=== Working data ===

+--

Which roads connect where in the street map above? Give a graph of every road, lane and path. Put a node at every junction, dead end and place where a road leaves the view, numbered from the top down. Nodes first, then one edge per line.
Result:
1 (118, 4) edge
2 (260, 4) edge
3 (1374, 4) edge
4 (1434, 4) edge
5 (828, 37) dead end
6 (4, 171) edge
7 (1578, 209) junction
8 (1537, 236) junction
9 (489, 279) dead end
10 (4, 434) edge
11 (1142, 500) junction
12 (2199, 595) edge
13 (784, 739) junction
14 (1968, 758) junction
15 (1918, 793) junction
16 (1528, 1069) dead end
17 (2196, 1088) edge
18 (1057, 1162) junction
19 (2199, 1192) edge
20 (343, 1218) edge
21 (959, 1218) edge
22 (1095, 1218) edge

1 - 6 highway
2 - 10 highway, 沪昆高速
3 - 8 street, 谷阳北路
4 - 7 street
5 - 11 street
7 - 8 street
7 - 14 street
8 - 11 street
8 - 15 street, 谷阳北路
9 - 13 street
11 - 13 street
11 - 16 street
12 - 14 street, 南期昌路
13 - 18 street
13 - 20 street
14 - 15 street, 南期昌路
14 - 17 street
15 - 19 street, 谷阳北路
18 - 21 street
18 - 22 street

+--

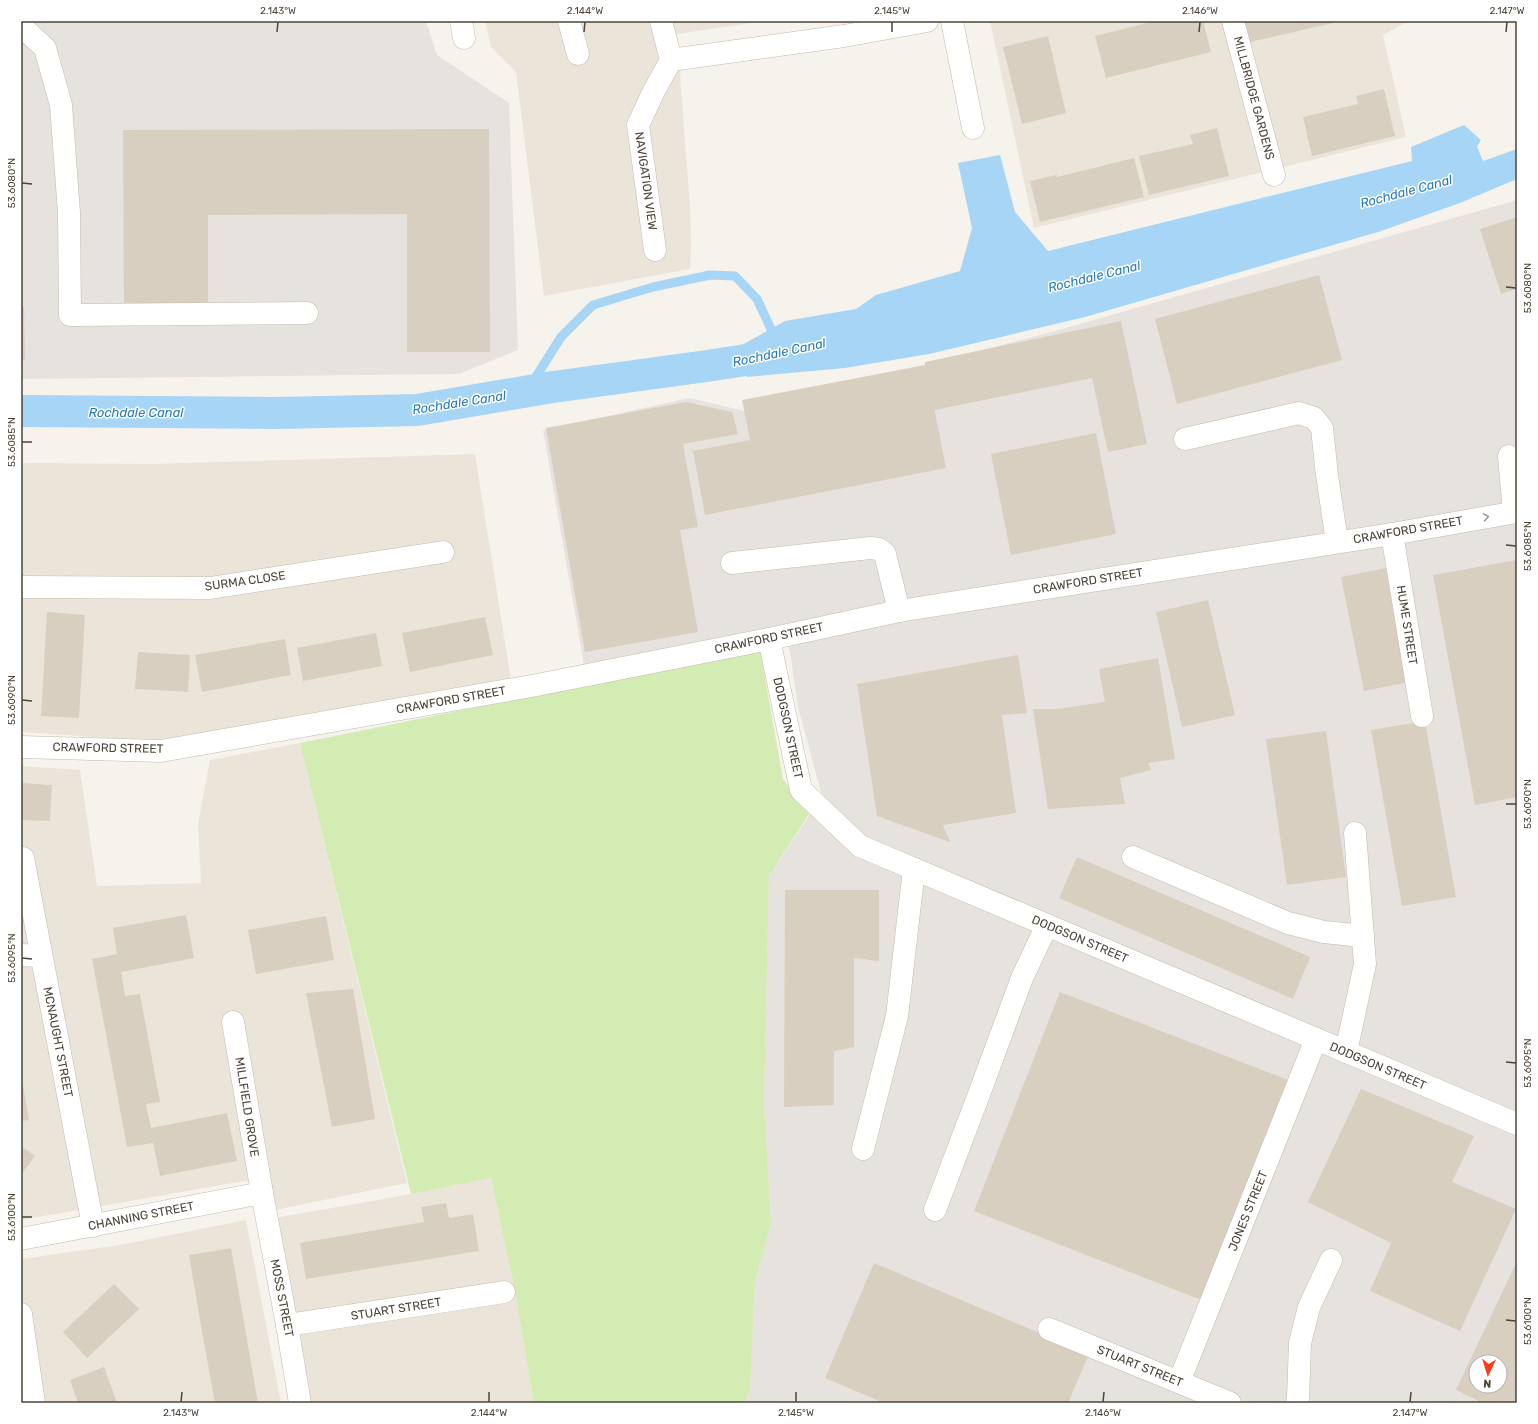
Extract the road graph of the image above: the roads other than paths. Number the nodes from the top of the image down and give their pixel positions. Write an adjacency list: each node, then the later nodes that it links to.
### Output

+--

=== Task statement ===
If a line of the listing contains the string "node", count it; then report the total alone.

=== Exercise solution ===
2